**Exercise prompt:**
Repeat every record exactly, omitting the pictures.

**Data records:**
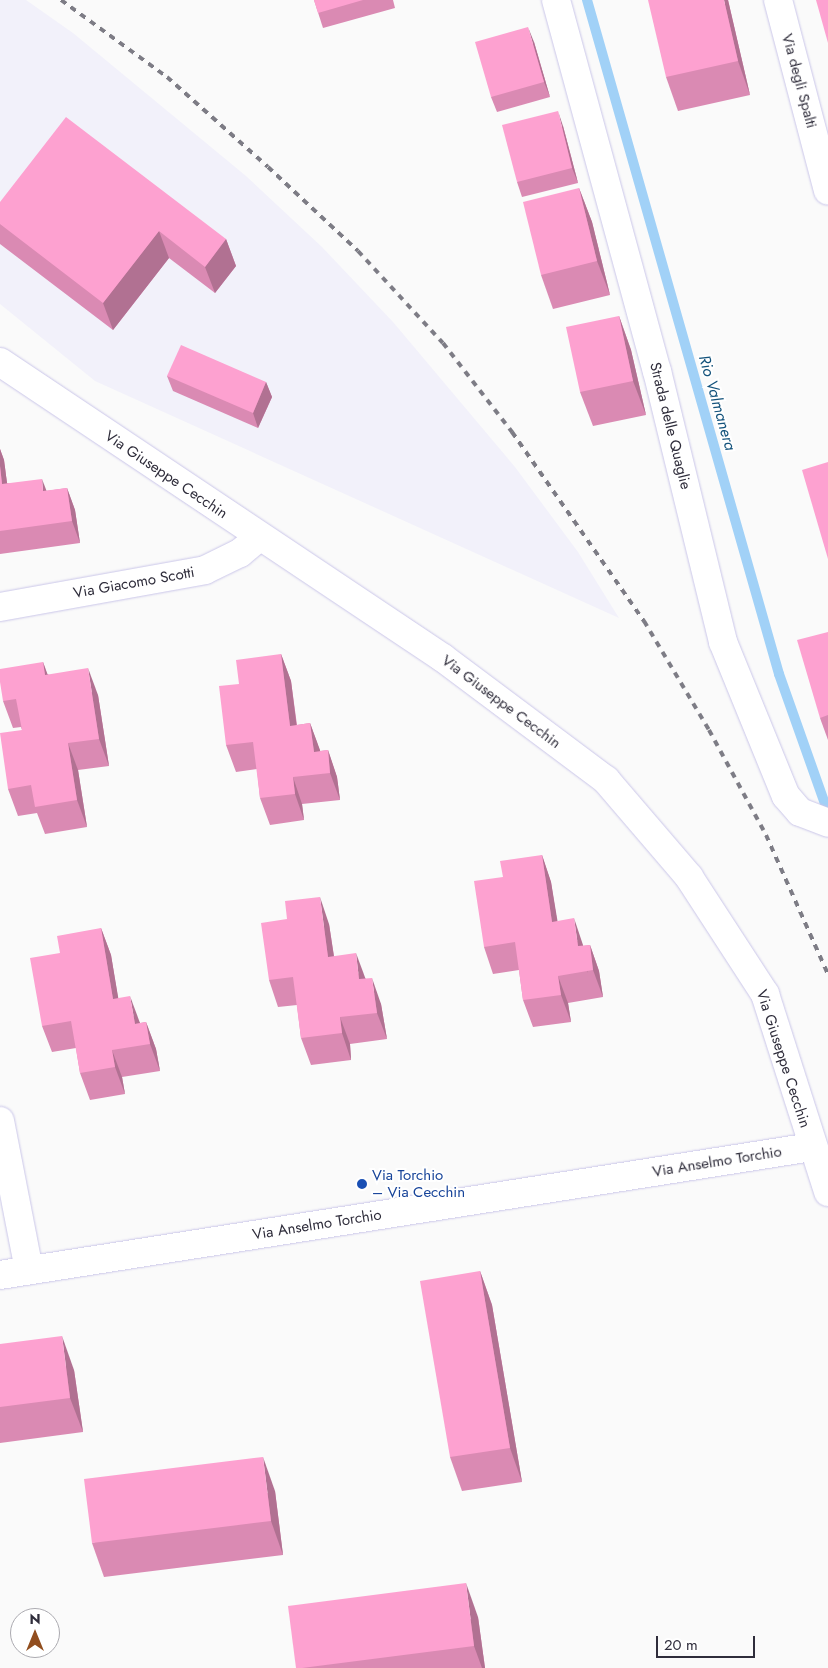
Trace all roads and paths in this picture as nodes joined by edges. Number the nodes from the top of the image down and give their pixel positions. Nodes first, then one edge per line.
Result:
1 (556, 0) edge
2 (778, 0) edge
3 (828, 191) edge
4 (0, 362) edge
5 (259, 538) junction
6 (0, 607) edge
7 (828, 823) edge
8 (0, 1122) edge
9 (812, 1147) junction
10 (828, 1192) edge
11 (29, 1270) junction
12 (0, 1275) edge

1 - 7 street, Strada delle Quaglie
2 - 3 street, Via degli Spalti
4 - 5 street, Via Giuseppe Cecchin
5 - 6 street, Via Giacomo Scotti
5 - 9 street, Via Giuseppe Cecchin
8 - 11 street
9 - 10 street, Via Giuseppe Cecchin
9 - 11 street, Via Anselmo Torchio
11 - 12 street, Via Anselmo Torchio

**Result:**
Trace all roads and paths in this picture as nodes joined by edges. Number the nodes from the top of the image down and give their pixel positions. Nodes first, then one edge per line.
Result:
1 (556, 0) edge
2 (778, 0) edge
3 (828, 191) edge
4 (0, 362) edge
5 (259, 538) junction
6 (0, 607) edge
7 (828, 823) edge
8 (0, 1122) edge
9 (812, 1147) junction
10 (828, 1192) edge
11 (29, 1270) junction
12 (0, 1275) edge

1 - 7 street, Strada delle Quaglie
2 - 3 street, Via degli Spalti
4 - 5 street, Via Giuseppe Cecchin
5 - 6 street, Via Giacomo Scotti
5 - 9 street, Via Giuseppe Cecchin
8 - 11 street
9 - 10 street, Via Giuseppe Cecchin
9 - 11 street, Via Anselmo Torchio
11 - 12 street, Via Anselmo Torchio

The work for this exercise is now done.